[REQUIRED ACTION]
The exercise calls for a faithful copy of all the data.

+--

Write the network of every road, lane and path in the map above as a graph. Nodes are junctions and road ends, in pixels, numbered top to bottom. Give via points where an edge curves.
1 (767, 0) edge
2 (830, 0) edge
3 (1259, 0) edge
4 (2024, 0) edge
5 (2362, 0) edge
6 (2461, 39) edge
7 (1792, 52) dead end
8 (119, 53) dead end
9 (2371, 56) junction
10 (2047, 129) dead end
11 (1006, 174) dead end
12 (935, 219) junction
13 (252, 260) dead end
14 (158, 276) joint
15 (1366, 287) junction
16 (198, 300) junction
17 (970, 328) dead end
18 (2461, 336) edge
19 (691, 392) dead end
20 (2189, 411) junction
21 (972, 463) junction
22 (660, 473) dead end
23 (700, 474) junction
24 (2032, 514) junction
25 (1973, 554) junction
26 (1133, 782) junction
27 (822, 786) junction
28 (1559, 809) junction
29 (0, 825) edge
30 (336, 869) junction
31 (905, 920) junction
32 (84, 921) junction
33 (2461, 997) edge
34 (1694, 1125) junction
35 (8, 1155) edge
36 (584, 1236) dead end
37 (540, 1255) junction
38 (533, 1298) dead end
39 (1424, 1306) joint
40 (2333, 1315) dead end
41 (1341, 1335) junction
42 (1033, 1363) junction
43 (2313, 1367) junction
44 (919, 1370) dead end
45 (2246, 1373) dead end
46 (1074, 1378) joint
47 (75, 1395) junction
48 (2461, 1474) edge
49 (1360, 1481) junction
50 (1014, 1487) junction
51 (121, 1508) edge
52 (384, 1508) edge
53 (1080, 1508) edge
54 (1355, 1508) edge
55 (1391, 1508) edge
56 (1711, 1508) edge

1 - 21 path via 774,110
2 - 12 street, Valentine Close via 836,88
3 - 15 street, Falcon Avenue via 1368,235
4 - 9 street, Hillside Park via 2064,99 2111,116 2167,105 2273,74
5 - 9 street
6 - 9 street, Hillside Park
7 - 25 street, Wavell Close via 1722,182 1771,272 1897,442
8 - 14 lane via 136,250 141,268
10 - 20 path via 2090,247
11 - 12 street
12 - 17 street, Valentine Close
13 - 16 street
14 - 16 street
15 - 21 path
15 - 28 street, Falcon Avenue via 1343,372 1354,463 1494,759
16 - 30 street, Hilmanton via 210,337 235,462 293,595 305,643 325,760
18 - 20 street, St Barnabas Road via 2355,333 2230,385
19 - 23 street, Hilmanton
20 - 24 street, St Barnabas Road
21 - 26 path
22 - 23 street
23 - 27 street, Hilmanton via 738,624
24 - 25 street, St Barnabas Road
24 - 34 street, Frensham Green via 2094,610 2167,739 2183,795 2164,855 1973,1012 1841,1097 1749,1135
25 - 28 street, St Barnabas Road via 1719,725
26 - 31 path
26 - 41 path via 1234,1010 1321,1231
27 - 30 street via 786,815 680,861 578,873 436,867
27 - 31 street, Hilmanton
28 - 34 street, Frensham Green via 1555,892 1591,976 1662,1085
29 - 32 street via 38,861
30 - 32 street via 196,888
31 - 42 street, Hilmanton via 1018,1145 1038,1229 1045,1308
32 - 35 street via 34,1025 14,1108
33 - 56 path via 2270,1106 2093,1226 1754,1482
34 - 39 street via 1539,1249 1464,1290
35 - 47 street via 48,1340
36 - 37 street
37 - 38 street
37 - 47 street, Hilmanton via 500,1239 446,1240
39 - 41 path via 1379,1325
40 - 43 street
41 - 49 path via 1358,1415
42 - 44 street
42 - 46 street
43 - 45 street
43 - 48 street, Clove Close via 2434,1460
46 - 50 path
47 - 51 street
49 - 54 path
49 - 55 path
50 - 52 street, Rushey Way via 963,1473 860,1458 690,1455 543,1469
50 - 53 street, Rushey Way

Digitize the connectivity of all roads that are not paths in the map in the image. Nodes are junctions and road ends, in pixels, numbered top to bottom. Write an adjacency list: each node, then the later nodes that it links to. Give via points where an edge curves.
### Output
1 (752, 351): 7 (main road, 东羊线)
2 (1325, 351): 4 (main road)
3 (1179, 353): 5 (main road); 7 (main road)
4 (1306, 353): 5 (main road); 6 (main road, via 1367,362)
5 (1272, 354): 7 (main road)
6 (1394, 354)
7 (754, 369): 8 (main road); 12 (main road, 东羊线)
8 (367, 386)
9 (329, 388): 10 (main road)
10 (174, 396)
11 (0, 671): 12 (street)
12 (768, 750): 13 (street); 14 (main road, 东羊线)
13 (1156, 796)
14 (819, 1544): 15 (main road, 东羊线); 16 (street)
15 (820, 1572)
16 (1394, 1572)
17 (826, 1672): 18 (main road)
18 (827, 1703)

+--

[SOLVED EXERCISE]
Write the network of every road, lane and path in the map above as a graph. Nodes are junctions and road ends, in pixels, numbered top to bottom. Give via points where an edge curves.
1 (767, 0) edge
2 (830, 0) edge
3 (1259, 0) edge
4 (2024, 0) edge
5 (2362, 0) edge
6 (2461, 39) edge
7 (1792, 52) dead end
8 (119, 53) dead end
9 (2371, 56) junction
10 (2047, 129) dead end
11 (1006, 174) dead end
12 (935, 219) junction
13 (252, 260) dead end
14 (158, 276) joint
15 (1366, 287) junction
16 (198, 300) junction
17 (970, 328) dead end
18 (2461, 336) edge
19 (691, 392) dead end
20 (2189, 411) junction
21 (972, 463) junction
22 (660, 473) dead end
23 (700, 474) junction
24 (2032, 514) junction
25 (1973, 554) junction
26 (1133, 782) junction
27 (822, 786) junction
28 (1559, 809) junction
29 (0, 825) edge
30 (336, 869) junction
31 (905, 920) junction
32 (84, 921) junction
33 (2461, 997) edge
34 (1694, 1125) junction
35 (8, 1155) edge
36 (584, 1236) dead end
37 (540, 1255) junction
38 (533, 1298) dead end
39 (1424, 1306) joint
40 (2333, 1315) dead end
41 (1341, 1335) junction
42 (1033, 1363) junction
43 (2313, 1367) junction
44 (919, 1370) dead end
45 (2246, 1373) dead end
46 (1074, 1378) joint
47 (75, 1395) junction
48 (2461, 1474) edge
49 (1360, 1481) junction
50 (1014, 1487) junction
51 (121, 1508) edge
52 (384, 1508) edge
53 (1080, 1508) edge
54 (1355, 1508) edge
55 (1391, 1508) edge
56 (1711, 1508) edge

1 - 21 path via 774,110
2 - 12 street, Valentine Close via 836,88
3 - 15 street, Falcon Avenue via 1368,235
4 - 9 street, Hillside Park via 2064,99 2111,116 2167,105 2273,74
5 - 9 street
6 - 9 street, Hillside Park
7 - 25 street, Wavell Close via 1722,182 1771,272 1897,442
8 - 14 lane via 136,250 141,268
10 - 20 path via 2090,247
11 - 12 street
12 - 17 street, Valentine Close
13 - 16 street
14 - 16 street
15 - 21 path
15 - 28 street, Falcon Avenue via 1343,372 1354,463 1494,759
16 - 30 street, Hilmanton via 210,337 235,462 293,595 305,643 325,760
18 - 20 street, St Barnabas Road via 2355,333 2230,385
19 - 23 street, Hilmanton
20 - 24 street, St Barnabas Road
21 - 26 path
22 - 23 street
23 - 27 street, Hilmanton via 738,624
24 - 25 street, St Barnabas Road
24 - 34 street, Frensham Green via 2094,610 2167,739 2183,795 2164,855 1973,1012 1841,1097 1749,1135
25 - 28 street, St Barnabas Road via 1719,725
26 - 31 path
26 - 41 path via 1234,1010 1321,1231
27 - 30 street via 786,815 680,861 578,873 436,867
27 - 31 street, Hilmanton
28 - 34 street, Frensham Green via 1555,892 1591,976 1662,1085
29 - 32 street via 38,861
30 - 32 street via 196,888
31 - 42 street, Hilmanton via 1018,1145 1038,1229 1045,1308
32 - 35 street via 34,1025 14,1108
33 - 56 path via 2270,1106 2093,1226 1754,1482
34 - 39 street via 1539,1249 1464,1290
35 - 47 street via 48,1340
36 - 37 street
37 - 38 street
37 - 47 street, Hilmanton via 500,1239 446,1240
39 - 41 path via 1379,1325
40 - 43 street
41 - 49 path via 1358,1415
42 - 44 street
42 - 46 street
43 - 45 street
43 - 48 street, Clove Close via 2434,1460
46 - 50 path
47 - 51 street
49 - 54 path
49 - 55 path
50 - 52 street, Rushey Way via 963,1473 860,1458 690,1455 543,1469
50 - 53 street, Rushey Way

Digitize the connectivity of all roads that are not paths in the map in the image. Nodes are junctions and road ends, in pixels, numbered top to bottom. Write an adjacency list: each node, then the later nodes that it links to. Give via points where an edge curves.
### Output
1 (752, 351): 7 (main road, 东羊线)
2 (1325, 351): 4 (main road)
3 (1179, 353): 5 (main road); 7 (main road)
4 (1306, 353): 5 (main road); 6 (main road, via 1367,362)
5 (1272, 354): 7 (main road)
6 (1394, 354)
7 (754, 369): 8 (main road); 12 (main road, 东羊线)
8 (367, 386)
9 (329, 388): 10 (main road)
10 (174, 396)
11 (0, 671): 12 (street)
12 (768, 750): 13 (street); 14 (main road, 东羊线)
13 (1156, 796)
14 (819, 1544): 15 (main road, 东羊线); 16 (street)
15 (820, 1572)
16 (1394, 1572)
17 (826, 1672): 18 (main road)
18 (827, 1703)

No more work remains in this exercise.